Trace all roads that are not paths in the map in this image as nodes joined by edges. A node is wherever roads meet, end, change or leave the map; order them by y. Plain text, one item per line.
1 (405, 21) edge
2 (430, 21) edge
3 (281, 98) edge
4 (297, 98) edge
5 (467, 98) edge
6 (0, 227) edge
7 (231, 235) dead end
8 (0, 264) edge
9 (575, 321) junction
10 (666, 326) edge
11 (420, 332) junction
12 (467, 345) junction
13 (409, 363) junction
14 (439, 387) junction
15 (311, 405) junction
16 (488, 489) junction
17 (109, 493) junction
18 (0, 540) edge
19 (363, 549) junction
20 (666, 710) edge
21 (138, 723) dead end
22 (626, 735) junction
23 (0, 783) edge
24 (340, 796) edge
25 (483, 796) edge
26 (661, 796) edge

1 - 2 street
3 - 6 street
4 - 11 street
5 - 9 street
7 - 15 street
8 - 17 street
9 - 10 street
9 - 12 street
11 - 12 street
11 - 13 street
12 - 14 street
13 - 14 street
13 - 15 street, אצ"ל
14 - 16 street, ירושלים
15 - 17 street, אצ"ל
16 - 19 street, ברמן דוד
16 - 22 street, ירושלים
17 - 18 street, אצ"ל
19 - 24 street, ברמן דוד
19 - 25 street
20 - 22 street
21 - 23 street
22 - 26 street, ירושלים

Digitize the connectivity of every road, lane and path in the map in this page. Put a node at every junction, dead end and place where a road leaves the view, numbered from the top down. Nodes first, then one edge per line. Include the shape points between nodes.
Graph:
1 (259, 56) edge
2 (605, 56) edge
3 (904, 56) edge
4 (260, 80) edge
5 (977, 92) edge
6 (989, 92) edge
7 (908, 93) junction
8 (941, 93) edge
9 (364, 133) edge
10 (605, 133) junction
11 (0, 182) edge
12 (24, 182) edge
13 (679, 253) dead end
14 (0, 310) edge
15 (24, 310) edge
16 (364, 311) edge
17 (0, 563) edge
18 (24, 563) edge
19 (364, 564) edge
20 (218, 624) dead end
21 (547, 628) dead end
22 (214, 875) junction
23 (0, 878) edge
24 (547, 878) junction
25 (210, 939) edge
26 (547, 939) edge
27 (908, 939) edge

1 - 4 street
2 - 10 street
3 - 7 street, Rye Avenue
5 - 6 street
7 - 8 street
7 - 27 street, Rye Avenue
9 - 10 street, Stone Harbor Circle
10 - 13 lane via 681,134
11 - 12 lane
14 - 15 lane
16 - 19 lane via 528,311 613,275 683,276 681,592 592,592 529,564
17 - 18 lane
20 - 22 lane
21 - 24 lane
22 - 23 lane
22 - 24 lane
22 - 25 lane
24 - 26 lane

## Exercise prompt
Return all of the data above exactly, leaving out no line.

## Output for this exercise
Trace all roads that are not paths in the map in this image as nodes joined by edges. A node is wherever roads meet, end, change or leave the map; order them by y. Plain text, one item per line.
1 (405, 21) edge
2 (430, 21) edge
3 (281, 98) edge
4 (297, 98) edge
5 (467, 98) edge
6 (0, 227) edge
7 (231, 235) dead end
8 (0, 264) edge
9 (575, 321) junction
10 (666, 326) edge
11 (420, 332) junction
12 (467, 345) junction
13 (409, 363) junction
14 (439, 387) junction
15 (311, 405) junction
16 (488, 489) junction
17 (109, 493) junction
18 (0, 540) edge
19 (363, 549) junction
20 (666, 710) edge
21 (138, 723) dead end
22 (626, 735) junction
23 (0, 783) edge
24 (340, 796) edge
25 (483, 796) edge
26 (661, 796) edge

1 - 2 street
3 - 6 street
4 - 11 street
5 - 9 street
7 - 15 street
8 - 17 street
9 - 10 street
9 - 12 street
11 - 12 street
11 - 13 street
12 - 14 street
13 - 14 street
13 - 15 street, אצ"ל
14 - 16 street, ירושלים
15 - 17 street, אצ"ל
16 - 19 street, ברמן דוד
16 - 22 street, ירושלים
17 - 18 street, אצ"ל
19 - 24 street, ברמן דוד
19 - 25 street
20 - 22 street
21 - 23 street
22 - 26 street, ירושלים

Digitize the connectivity of every road, lane and path in the map in this page. Put a node at every junction, dead end and place where a road leaves the view, numbered from the top down. Nodes first, then one edge per line. Include the shape points between nodes.
Graph:
1 (259, 56) edge
2 (605, 56) edge
3 (904, 56) edge
4 (260, 80) edge
5 (977, 92) edge
6 (989, 92) edge
7 (908, 93) junction
8 (941, 93) edge
9 (364, 133) edge
10 (605, 133) junction
11 (0, 182) edge
12 (24, 182) edge
13 (679, 253) dead end
14 (0, 310) edge
15 (24, 310) edge
16 (364, 311) edge
17 (0, 563) edge
18 (24, 563) edge
19 (364, 564) edge
20 (218, 624) dead end
21 (547, 628) dead end
22 (214, 875) junction
23 (0, 878) edge
24 (547, 878) junction
25 (210, 939) edge
26 (547, 939) edge
27 (908, 939) edge

1 - 4 street
2 - 10 street
3 - 7 street, Rye Avenue
5 - 6 street
7 - 8 street
7 - 27 street, Rye Avenue
9 - 10 street, Stone Harbor Circle
10 - 13 lane via 681,134
11 - 12 lane
14 - 15 lane
16 - 19 lane via 528,311 613,275 683,276 681,592 592,592 529,564
17 - 18 lane
20 - 22 lane
21 - 24 lane
22 - 23 lane
22 - 24 lane
22 - 25 lane
24 - 26 lane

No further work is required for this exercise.